**ASSIGNMENT**. The expected answer is all of the entries, written out exactly.

DATASET EXCERPTS Start Marker

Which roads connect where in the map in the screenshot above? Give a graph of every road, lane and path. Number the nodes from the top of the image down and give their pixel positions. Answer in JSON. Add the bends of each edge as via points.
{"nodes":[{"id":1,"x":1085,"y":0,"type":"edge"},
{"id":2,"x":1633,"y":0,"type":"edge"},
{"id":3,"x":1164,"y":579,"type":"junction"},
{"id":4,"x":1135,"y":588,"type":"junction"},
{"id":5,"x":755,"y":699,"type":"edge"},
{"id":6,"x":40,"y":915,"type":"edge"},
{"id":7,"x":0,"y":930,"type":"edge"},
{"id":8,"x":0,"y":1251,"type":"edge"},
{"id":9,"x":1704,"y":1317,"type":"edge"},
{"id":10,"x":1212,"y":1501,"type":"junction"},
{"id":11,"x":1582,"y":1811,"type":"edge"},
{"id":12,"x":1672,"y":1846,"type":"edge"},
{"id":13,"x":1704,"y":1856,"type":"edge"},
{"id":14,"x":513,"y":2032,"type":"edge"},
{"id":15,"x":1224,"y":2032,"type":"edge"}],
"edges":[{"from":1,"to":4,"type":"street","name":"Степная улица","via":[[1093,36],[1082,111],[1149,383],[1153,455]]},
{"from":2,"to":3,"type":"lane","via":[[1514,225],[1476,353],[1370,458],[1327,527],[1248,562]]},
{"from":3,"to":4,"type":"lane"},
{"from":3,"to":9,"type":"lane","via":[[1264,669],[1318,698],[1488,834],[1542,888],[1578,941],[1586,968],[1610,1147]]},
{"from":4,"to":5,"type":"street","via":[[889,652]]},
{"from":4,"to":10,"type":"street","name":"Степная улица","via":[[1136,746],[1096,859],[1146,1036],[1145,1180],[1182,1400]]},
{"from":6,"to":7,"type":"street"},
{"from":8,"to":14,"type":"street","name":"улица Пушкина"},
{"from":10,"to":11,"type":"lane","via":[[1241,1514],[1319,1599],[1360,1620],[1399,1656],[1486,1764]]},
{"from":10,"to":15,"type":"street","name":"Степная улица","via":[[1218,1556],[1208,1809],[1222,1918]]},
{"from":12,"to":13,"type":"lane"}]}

DATASET EXCERPTS End Marker

**TASK SOLUTION**.
Which roads connect where in the map in the screenshot above? Give a graph of every road, lane and path. Number the nodes from the top of the image down and give their pixel positions. Answer in JSON. Add the bends of each edge as via points.
{"nodes":[{"id":1,"x":1085,"y":0,"type":"edge"},
{"id":2,"x":1633,"y":0,"type":"edge"},
{"id":3,"x":1164,"y":579,"type":"junction"},
{"id":4,"x":1135,"y":588,"type":"junction"},
{"id":5,"x":755,"y":699,"type":"edge"},
{"id":6,"x":40,"y":915,"type":"edge"},
{"id":7,"x":0,"y":930,"type":"edge"},
{"id":8,"x":0,"y":1251,"type":"edge"},
{"id":9,"x":1704,"y":1317,"type":"edge"},
{"id":10,"x":1212,"y":1501,"type":"junction"},
{"id":11,"x":1582,"y":1811,"type":"edge"},
{"id":12,"x":1672,"y":1846,"type":"edge"},
{"id":13,"x":1704,"y":1856,"type":"edge"},
{"id":14,"x":513,"y":2032,"type":"edge"},
{"id":15,"x":1224,"y":2032,"type":"edge"}],
"edges":[{"from":1,"to":4,"type":"street","name":"Степная улица","via":[[1093,36],[1082,111],[1149,383],[1153,455]]},
{"from":2,"to":3,"type":"lane","via":[[1514,225],[1476,353],[1370,458],[1327,527],[1248,562]]},
{"from":3,"to":4,"type":"lane"},
{"from":3,"to":9,"type":"lane","via":[[1264,669],[1318,698],[1488,834],[1542,888],[1578,941],[1586,968],[1610,1147]]},
{"from":4,"to":5,"type":"street","via":[[889,652]]},
{"from":4,"to":10,"type":"street","name":"Степная улица","via":[[1136,746],[1096,859],[1146,1036],[1145,1180],[1182,1400]]},
{"from":6,"to":7,"type":"street"},
{"from":8,"to":14,"type":"street","name":"улица Пушкина"},
{"from":10,"to":11,"type":"lane","via":[[1241,1514],[1319,1599],[1360,1620],[1399,1656],[1486,1764]]},
{"from":10,"to":15,"type":"street","name":"Степная улица","via":[[1218,1556],[1208,1809],[1222,1918]]},
{"from":12,"to":13,"type":"lane"}]}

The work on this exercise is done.